RECORDS FOR THIS EXERCISE

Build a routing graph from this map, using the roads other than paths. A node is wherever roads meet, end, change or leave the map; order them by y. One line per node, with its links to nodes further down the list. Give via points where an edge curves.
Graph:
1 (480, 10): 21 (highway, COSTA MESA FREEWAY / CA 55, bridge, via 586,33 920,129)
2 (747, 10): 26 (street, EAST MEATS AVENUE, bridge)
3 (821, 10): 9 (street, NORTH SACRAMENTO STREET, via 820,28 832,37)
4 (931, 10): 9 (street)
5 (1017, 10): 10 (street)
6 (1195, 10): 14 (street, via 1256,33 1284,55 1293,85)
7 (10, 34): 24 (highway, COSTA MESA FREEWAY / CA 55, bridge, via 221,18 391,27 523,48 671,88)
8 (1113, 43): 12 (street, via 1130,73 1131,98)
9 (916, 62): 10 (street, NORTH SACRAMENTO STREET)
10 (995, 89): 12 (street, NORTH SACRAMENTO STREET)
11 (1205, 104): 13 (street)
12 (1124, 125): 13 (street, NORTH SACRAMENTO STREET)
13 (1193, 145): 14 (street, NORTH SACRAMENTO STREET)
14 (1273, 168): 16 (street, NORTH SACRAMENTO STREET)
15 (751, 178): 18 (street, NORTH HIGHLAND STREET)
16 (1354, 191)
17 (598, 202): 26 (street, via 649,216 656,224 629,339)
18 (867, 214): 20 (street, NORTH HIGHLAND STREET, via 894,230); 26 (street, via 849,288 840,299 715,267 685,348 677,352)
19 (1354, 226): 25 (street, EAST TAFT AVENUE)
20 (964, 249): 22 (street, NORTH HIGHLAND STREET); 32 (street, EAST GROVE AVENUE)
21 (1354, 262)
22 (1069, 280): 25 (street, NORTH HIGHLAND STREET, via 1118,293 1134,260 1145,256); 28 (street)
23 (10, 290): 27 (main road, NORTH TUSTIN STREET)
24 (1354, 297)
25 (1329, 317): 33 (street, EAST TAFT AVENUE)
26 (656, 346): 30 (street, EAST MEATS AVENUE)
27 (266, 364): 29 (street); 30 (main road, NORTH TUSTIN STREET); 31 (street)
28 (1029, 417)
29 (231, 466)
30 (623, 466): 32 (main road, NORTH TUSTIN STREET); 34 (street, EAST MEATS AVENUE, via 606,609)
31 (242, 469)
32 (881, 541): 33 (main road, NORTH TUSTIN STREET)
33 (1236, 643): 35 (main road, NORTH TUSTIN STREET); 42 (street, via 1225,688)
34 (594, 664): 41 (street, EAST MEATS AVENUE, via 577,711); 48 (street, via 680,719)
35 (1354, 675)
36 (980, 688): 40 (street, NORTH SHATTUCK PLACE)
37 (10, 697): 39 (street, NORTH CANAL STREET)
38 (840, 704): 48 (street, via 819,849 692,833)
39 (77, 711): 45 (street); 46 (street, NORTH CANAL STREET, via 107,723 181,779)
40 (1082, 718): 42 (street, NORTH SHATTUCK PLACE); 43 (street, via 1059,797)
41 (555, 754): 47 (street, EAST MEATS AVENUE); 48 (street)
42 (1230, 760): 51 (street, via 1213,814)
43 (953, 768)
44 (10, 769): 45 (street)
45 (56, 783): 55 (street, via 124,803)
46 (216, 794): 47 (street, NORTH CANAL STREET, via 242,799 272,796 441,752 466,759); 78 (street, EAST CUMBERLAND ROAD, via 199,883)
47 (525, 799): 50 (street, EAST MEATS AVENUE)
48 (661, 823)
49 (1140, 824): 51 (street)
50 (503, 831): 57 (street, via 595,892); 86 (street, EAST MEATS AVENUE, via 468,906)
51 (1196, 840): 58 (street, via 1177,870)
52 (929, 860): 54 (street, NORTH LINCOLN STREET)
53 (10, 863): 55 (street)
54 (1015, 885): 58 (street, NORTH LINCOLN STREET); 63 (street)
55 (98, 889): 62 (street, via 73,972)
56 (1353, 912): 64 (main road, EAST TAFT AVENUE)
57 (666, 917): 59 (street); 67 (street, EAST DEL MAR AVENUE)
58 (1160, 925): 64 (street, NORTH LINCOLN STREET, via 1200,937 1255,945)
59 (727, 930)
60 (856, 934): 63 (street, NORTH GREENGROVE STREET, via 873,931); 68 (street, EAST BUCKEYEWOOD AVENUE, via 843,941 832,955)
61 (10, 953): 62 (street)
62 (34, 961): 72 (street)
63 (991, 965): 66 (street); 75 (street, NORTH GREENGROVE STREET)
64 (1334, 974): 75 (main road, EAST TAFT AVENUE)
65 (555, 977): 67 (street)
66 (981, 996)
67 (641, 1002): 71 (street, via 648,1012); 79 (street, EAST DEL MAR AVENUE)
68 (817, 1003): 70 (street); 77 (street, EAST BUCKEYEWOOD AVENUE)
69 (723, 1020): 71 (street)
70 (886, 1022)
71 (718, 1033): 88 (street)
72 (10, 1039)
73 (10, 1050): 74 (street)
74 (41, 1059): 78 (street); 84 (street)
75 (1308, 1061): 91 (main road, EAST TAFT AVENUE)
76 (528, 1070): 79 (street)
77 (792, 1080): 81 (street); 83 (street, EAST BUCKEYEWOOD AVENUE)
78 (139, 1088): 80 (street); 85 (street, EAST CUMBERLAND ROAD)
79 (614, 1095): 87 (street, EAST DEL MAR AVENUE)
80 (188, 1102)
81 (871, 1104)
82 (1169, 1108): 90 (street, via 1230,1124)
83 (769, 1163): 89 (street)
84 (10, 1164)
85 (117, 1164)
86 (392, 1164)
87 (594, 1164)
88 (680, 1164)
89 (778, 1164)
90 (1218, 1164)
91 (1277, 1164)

YOUR GOAL
Write the data out again. Match it word for word.

EXPECTED ANSWER
Build a routing graph from this map, using the roads other than paths. A node is wherever roads meet, end, change or leave the map; order them by y. One line per node, with its links to nodes further down the list. Give via points where an edge curves.
Graph:
1 (480, 10): 21 (highway, COSTA MESA FREEWAY / CA 55, bridge, via 586,33 920,129)
2 (747, 10): 26 (street, EAST MEATS AVENUE, bridge)
3 (821, 10): 9 (street, NORTH SACRAMENTO STREET, via 820,28 832,37)
4 (931, 10): 9 (street)
5 (1017, 10): 10 (street)
6 (1195, 10): 14 (street, via 1256,33 1284,55 1293,85)
7 (10, 34): 24 (highway, COSTA MESA FREEWAY / CA 55, bridge, via 221,18 391,27 523,48 671,88)
8 (1113, 43): 12 (street, via 1130,73 1131,98)
9 (916, 62): 10 (street, NORTH SACRAMENTO STREET)
10 (995, 89): 12 (street, NORTH SACRAMENTO STREET)
11 (1205, 104): 13 (street)
12 (1124, 125): 13 (street, NORTH SACRAMENTO STREET)
13 (1193, 145): 14 (street, NORTH SACRAMENTO STREET)
14 (1273, 168): 16 (street, NORTH SACRAMENTO STREET)
15 (751, 178): 18 (street, NORTH HIGHLAND STREET)
16 (1354, 191)
17 (598, 202): 26 (street, via 649,216 656,224 629,339)
18 (867, 214): 20 (street, NORTH HIGHLAND STREET, via 894,230); 26 (street, via 849,288 840,299 715,267 685,348 677,352)
19 (1354, 226): 25 (street, EAST TAFT AVENUE)
20 (964, 249): 22 (street, NORTH HIGHLAND STREET); 32 (street, EAST GROVE AVENUE)
21 (1354, 262)
22 (1069, 280): 25 (street, NORTH HIGHLAND STREET, via 1118,293 1134,260 1145,256); 28 (street)
23 (10, 290): 27 (main road, NORTH TUSTIN STREET)
24 (1354, 297)
25 (1329, 317): 33 (street, EAST TAFT AVENUE)
26 (656, 346): 30 (street, EAST MEATS AVENUE)
27 (266, 364): 29 (street); 30 (main road, NORTH TUSTIN STREET); 31 (street)
28 (1029, 417)
29 (231, 466)
30 (623, 466): 32 (main road, NORTH TUSTIN STREET); 34 (street, EAST MEATS AVENUE, via 606,609)
31 (242, 469)
32 (881, 541): 33 (main road, NORTH TUSTIN STREET)
33 (1236, 643): 35 (main road, NORTH TUSTIN STREET); 42 (street, via 1225,688)
34 (594, 664): 41 (street, EAST MEATS AVENUE, via 577,711); 48 (street, via 680,719)
35 (1354, 675)
36 (980, 688): 40 (street, NORTH SHATTUCK PLACE)
37 (10, 697): 39 (street, NORTH CANAL STREET)
38 (840, 704): 48 (street, via 819,849 692,833)
39 (77, 711): 45 (street); 46 (street, NORTH CANAL STREET, via 107,723 181,779)
40 (1082, 718): 42 (street, NORTH SHATTUCK PLACE); 43 (street, via 1059,797)
41 (555, 754): 47 (street, EAST MEATS AVENUE); 48 (street)
42 (1230, 760): 51 (street, via 1213,814)
43 (953, 768)
44 (10, 769): 45 (street)
45 (56, 783): 55 (street, via 124,803)
46 (216, 794): 47 (street, NORTH CANAL STREET, via 242,799 272,796 441,752 466,759); 78 (street, EAST CUMBERLAND ROAD, via 199,883)
47 (525, 799): 50 (street, EAST MEATS AVENUE)
48 (661, 823)
49 (1140, 824): 51 (street)
50 (503, 831): 57 (street, via 595,892); 86 (street, EAST MEATS AVENUE, via 468,906)
51 (1196, 840): 58 (street, via 1177,870)
52 (929, 860): 54 (street, NORTH LINCOLN STREET)
53 (10, 863): 55 (street)
54 (1015, 885): 58 (street, NORTH LINCOLN STREET); 63 (street)
55 (98, 889): 62 (street, via 73,972)
56 (1353, 912): 64 (main road, EAST TAFT AVENUE)
57 (666, 917): 59 (street); 67 (street, EAST DEL MAR AVENUE)
58 (1160, 925): 64 (street, NORTH LINCOLN STREET, via 1200,937 1255,945)
59 (727, 930)
60 (856, 934): 63 (street, NORTH GREENGROVE STREET, via 873,931); 68 (street, EAST BUCKEYEWOOD AVENUE, via 843,941 832,955)
61 (10, 953): 62 (street)
62 (34, 961): 72 (street)
63 (991, 965): 66 (street); 75 (street, NORTH GREENGROVE STREET)
64 (1334, 974): 75 (main road, EAST TAFT AVENUE)
65 (555, 977): 67 (street)
66 (981, 996)
67 (641, 1002): 71 (street, via 648,1012); 79 (street, EAST DEL MAR AVENUE)
68 (817, 1003): 70 (street); 77 (street, EAST BUCKEYEWOOD AVENUE)
69 (723, 1020): 71 (street)
70 (886, 1022)
71 (718, 1033): 88 (street)
72 (10, 1039)
73 (10, 1050): 74 (street)
74 (41, 1059): 78 (street); 84 (street)
75 (1308, 1061): 91 (main road, EAST TAFT AVENUE)
76 (528, 1070): 79 (street)
77 (792, 1080): 81 (street); 83 (street, EAST BUCKEYEWOOD AVENUE)
78 (139, 1088): 80 (street); 85 (street, EAST CUMBERLAND ROAD)
79 (614, 1095): 87 (street, EAST DEL MAR AVENUE)
80 (188, 1102)
81 (871, 1104)
82 (1169, 1108): 90 (street, via 1230,1124)
83 (769, 1163): 89 (street)
84 (10, 1164)
85 (117, 1164)
86 (392, 1164)
87 (594, 1164)
88 (680, 1164)
89 (778, 1164)
90 (1218, 1164)
91 (1277, 1164)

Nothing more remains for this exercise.